Abstract

Abstract Glucagon and fluoride ion stimulate the activity of a common adenyl cyclase system in plasma membranes isolated from rat liver. Their actions are noncompetitive indicating that they act at separate sites in this system. Manganous ion, above 5.0 mm, inhibited selectively the response of the enzyme to glucagon. Inorganic pyrophosphate (1.5 mm), on the other hand, inhibited the response of the enzyme to fluoride but enhanced the response to glucagon. The inhibitory effect of pyrophosphate was noncompetitive with fluoride ion.
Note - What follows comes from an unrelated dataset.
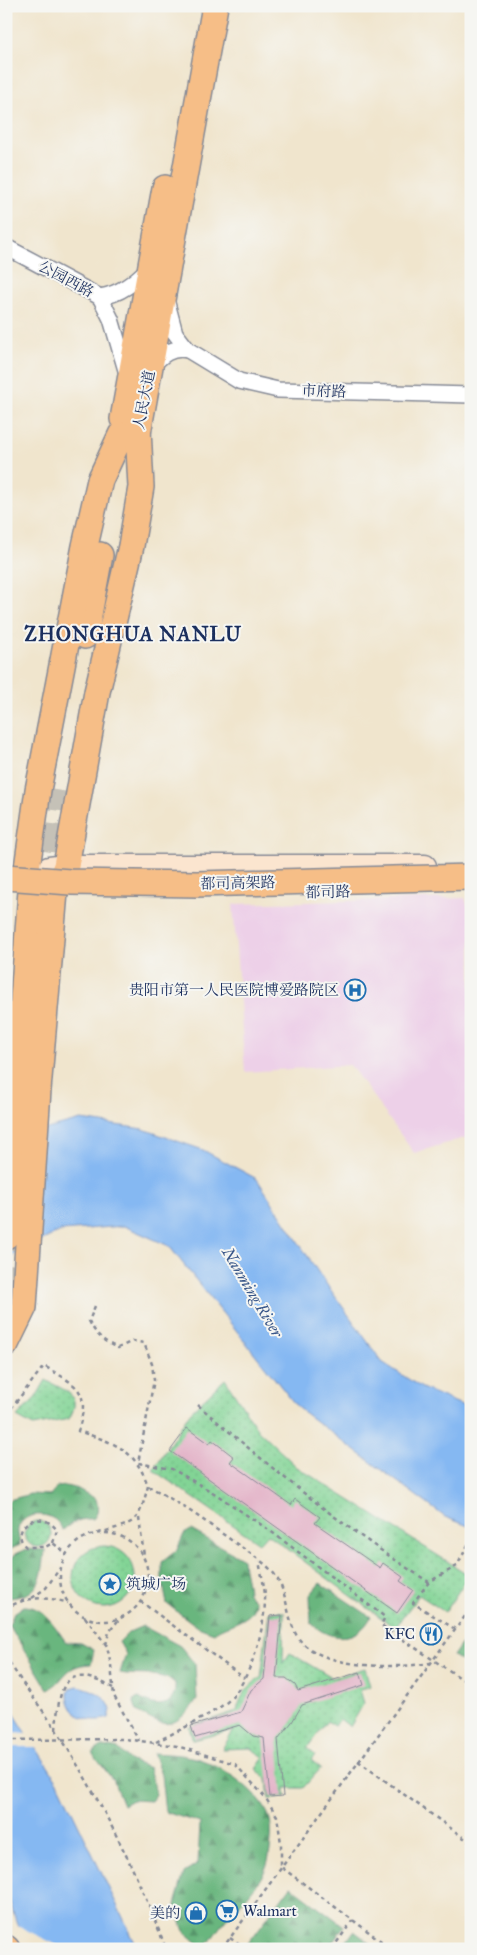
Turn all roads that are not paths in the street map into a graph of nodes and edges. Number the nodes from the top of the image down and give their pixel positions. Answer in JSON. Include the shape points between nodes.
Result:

Highly purified phospholipase A caused a selective loss of the glucagon response and enhanced the stimulatory effect of fluoride ion. Treatment of liver membranes with digitonin also caused a selective loss of hormone response. Inactivation of glucagon response by digitonin was not restricted to the liver membrane adenyl cyclase system; incubation of ghosts of fat cells with digitonin resulted in loss of response of the adenyl cyclase system to glucagon, adrenocorticotropin, secretin, and epinephrine at very low concentrations of the detergent. Digitonin enhanced the response of the fat cell system to fluoride ion. Sodium dodecyl sulfate, over a narrow range of concentrations, inhibited the response of liver membrane adenyl cyclase to glucagon, and enhanced the enzyme's response to fluoride ion. Other detergents caused a parallel loss of the response to both fluoride ion and glucagon. The present findings suggest that glucagon and fluoride ion activate adenyl cyclase by different mechanisms. It is possible that these agents react through different molecular entities in this complex enzyme system.